Un nouveau super-aimant aux terres rares bat tous les records

2. février 2022 | Technologies

Trois fois plus puissant que le détenteur actuel du record : des chercheurs ont créé sur la base de terres rares une nouvelle molécule aux propriétés hautement magnétiques. 

Pour la première fois, des chercheurs ont réussi à combiner chimiquement les atomes d’éléments de terres rares (REE), créant ainsi l’aimant moléculaire le plus puissant connu à ce jour. Le groupe de recherche autour de Colin A. Gould de l’université de Californie à Berkeley a publié ses résultats dans le magazine Science. Le site Spektrum en présente un résumé en allemand.

Lorsqu’une matière contient de nombreux électrons célibataires, elle est particulièrement magnétique, car chacun d’entre eux fonctionne comme un aimant microscopique. L’effet magnétique est en revanche neutralisé dans le cas d’électrons appariés. Pour avoir des propriétés magnétiques, les électrons non appariés doivent par ailleurs afficher la même orientation. Les atomes de terres rares remplissent ces conditions, étant donné qu’ils comportent jusqu’à sept électrons non appariés qui tournent dans la même direction. Dans les principaux aimants aux terres rares, on met également en œuvre des métaux comme le fer, auquel les électrons se fixent, intensifiant l’orientation commune et ainsi le magnétisme. L’effet se trouverait encore renforcé si l’on utilisait à la place deux éléments de terres rares, par exemple le dysprosium ou le terbium. Or, un tel alliage était jusqu’à présent difficile à réaliser. La nouvelle molécule représente donc une première dans ce domaine.

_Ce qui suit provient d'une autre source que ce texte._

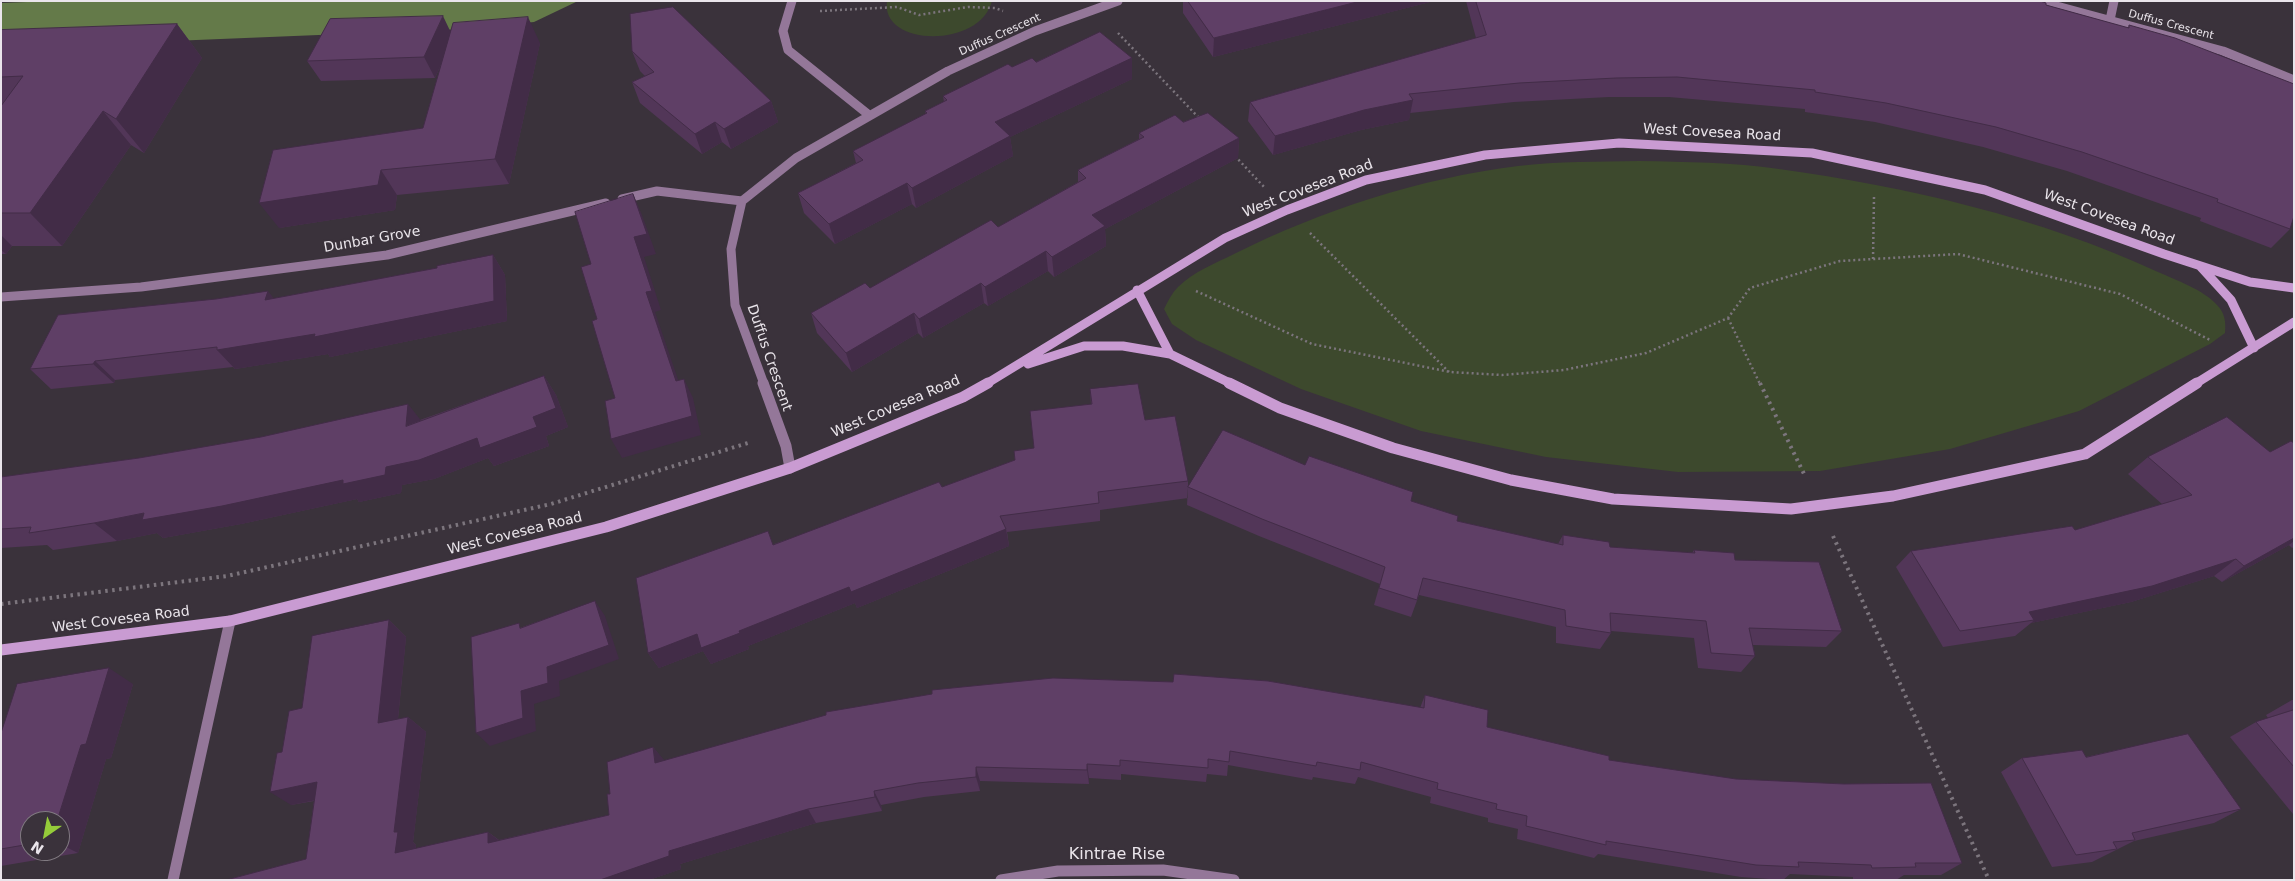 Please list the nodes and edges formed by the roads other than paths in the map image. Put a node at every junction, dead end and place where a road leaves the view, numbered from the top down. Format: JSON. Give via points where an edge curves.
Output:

La liaison entre les deux atomes de REE est cependant ici aussi tellement faible qu’un élément supplémentaire est requis.Trois atomes d’iode organisés en triangle et disposés entre les atomes de REE viennent la renforcer. Un électron apparié placé exactement entre les atomes de terres rares contribue par ailleurs à ce que tous les autres électrons s’orientent dans la même direction, ce qui accroit de manière impressionnante les propriétés magnétiques de la molécule. Toutefois, cet effet disparait relativement vite à des températures croissantes.

La force magnétique dépasse la capacité des instruments de mesure standard

La puissance de ce nouvel aimant moléculaire s’est entre autres manifestée lors de la mesure du champ coercitif. Plus ce champ est élevé, plus il est difficile de démagnétiser un aimant avec un champ magnétique extérieur. Avec 25 teslas, soit plus de trois fois le record actuel de 7,9 teslas, le nouveau matériau s’est montré au cours des tests bien plus résistant que d’autres molécules ou aimants permanents connus. Il se pourrait même que cette valeur soit encore plus élevée, car, selon les chercheurs, la puissance maximale du champ excède ce que peuvent actuellement mesurer les instruments standard.

La naissance d’une nouvelle génération de super-aimants ? 

Nicholas Chilton, de l’université de Manchester et membre du groupe de recherche, a expliqué dans Chemical & Engineering News que cette découverte pourrait ouvrir la voie à de nouveaux aimants permanents plus puissants et plus légers, même si les propriétés magnétiques ne se manifestent actuellement qu’à des températures très basses. Il estime qu’il devrait être possible d’agréger les molécules pour créer des aimants de plus grande taille dont les propriétés dépasseraient alors considérablement celles des super-aimants à base de néodyme. De minuscules unités de stockage de données à l’échelle du nanomètre sont également concevables. Les informations seraient dans ce cas enregistrées dans des molécules magnétiques individuelles.